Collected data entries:
+===+

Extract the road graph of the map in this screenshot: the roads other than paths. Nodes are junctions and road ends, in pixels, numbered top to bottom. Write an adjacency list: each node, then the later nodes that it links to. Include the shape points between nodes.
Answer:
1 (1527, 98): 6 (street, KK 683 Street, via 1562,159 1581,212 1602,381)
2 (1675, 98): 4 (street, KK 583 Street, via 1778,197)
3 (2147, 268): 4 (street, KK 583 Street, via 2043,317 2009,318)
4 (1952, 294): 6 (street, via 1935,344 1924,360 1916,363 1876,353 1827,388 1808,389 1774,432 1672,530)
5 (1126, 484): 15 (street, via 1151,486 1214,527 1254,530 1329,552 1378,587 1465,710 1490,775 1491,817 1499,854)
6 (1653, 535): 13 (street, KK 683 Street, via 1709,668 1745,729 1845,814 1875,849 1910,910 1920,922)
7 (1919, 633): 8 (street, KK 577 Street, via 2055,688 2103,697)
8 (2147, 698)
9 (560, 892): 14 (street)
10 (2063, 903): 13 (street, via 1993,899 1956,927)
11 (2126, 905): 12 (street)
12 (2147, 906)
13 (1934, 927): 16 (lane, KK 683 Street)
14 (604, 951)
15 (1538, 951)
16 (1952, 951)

+===+

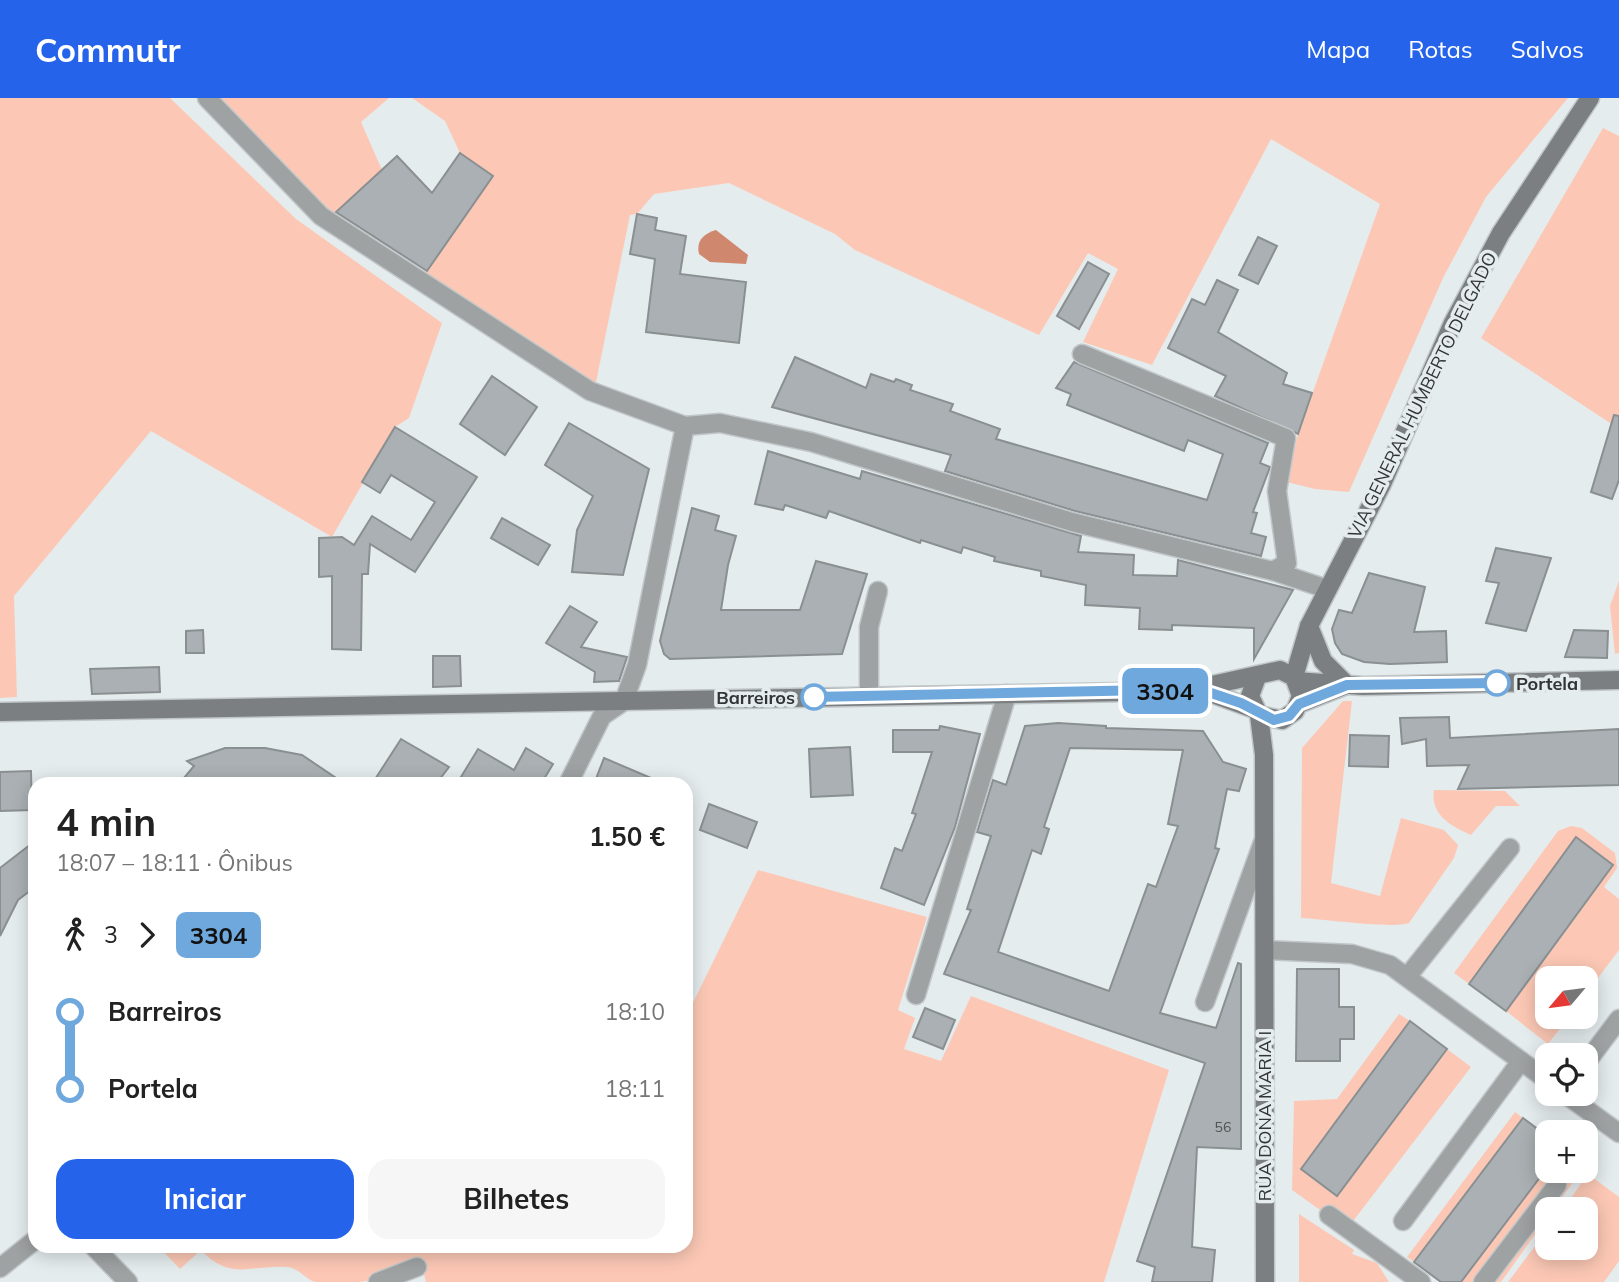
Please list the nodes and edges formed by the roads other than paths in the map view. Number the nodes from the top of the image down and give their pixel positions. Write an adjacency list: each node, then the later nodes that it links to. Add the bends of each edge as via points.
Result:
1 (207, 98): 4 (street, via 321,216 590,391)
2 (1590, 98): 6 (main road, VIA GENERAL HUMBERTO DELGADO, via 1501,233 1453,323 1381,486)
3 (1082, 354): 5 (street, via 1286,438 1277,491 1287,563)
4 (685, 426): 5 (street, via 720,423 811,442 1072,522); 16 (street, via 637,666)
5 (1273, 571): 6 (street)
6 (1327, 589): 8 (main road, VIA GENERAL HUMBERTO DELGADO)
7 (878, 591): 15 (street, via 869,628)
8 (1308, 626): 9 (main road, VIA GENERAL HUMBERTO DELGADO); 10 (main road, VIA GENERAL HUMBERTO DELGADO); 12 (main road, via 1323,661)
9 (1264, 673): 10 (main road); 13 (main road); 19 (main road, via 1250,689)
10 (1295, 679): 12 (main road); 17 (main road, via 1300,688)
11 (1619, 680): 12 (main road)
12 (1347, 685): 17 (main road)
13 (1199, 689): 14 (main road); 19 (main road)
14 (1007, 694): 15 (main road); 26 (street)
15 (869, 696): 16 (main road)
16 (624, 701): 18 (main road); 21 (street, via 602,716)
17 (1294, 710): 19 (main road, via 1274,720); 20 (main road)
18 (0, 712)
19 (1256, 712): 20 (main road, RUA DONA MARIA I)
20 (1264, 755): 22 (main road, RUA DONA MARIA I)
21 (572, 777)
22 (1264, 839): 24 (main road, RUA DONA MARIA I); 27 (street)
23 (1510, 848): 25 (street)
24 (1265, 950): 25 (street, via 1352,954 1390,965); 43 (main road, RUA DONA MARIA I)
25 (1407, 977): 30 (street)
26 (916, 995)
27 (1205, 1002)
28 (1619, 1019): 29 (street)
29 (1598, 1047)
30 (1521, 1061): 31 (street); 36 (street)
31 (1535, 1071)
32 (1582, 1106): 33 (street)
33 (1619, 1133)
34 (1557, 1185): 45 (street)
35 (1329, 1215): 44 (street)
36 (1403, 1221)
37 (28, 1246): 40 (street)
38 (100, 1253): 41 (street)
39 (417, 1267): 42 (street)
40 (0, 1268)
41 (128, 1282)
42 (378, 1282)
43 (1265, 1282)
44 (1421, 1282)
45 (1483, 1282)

+===+

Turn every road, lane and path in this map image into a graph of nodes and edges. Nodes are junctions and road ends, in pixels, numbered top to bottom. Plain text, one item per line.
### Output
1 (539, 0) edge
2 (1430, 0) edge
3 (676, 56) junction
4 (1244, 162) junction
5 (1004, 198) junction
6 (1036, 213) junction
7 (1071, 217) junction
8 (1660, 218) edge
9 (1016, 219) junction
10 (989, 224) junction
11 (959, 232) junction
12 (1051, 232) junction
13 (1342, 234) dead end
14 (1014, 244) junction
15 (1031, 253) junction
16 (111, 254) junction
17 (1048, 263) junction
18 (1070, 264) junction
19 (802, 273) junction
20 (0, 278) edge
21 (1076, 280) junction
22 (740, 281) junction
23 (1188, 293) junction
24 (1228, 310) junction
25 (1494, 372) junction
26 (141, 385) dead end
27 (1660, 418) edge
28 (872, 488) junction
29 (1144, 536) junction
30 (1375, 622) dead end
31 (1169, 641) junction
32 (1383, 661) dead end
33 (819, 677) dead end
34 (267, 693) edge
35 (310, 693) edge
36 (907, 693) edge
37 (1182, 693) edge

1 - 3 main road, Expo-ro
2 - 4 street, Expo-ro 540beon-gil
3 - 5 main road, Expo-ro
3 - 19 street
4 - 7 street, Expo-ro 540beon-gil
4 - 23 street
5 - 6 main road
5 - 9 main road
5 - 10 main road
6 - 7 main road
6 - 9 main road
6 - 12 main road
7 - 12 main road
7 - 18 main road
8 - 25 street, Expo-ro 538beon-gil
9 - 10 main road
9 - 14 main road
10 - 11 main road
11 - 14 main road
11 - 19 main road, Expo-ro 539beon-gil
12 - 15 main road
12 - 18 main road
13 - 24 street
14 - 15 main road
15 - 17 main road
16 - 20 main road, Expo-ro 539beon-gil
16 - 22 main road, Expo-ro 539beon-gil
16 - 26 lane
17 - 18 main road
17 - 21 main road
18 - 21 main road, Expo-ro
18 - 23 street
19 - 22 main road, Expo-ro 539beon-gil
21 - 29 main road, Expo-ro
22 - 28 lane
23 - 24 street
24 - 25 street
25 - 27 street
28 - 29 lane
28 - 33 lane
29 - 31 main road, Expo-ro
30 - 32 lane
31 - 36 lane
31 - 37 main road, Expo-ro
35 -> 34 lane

+===+

Requirement:
What is needed is a copy of every line above in which "numbered" appears.

Result below:
Extract the road graph of the map in this screenshot: the roads other than paths. Nodes are junctions and road ends, in pixels, numbered top to bottom. Write an adjacency list: each node, then the later nodes that it links to. Include the shape points between nodes.
Turn every road, lane and path in this map image into a graph of nodes and edges. Nodes are junctions and road ends, in pixels, numbered top to bottom. Plain text, one item per line.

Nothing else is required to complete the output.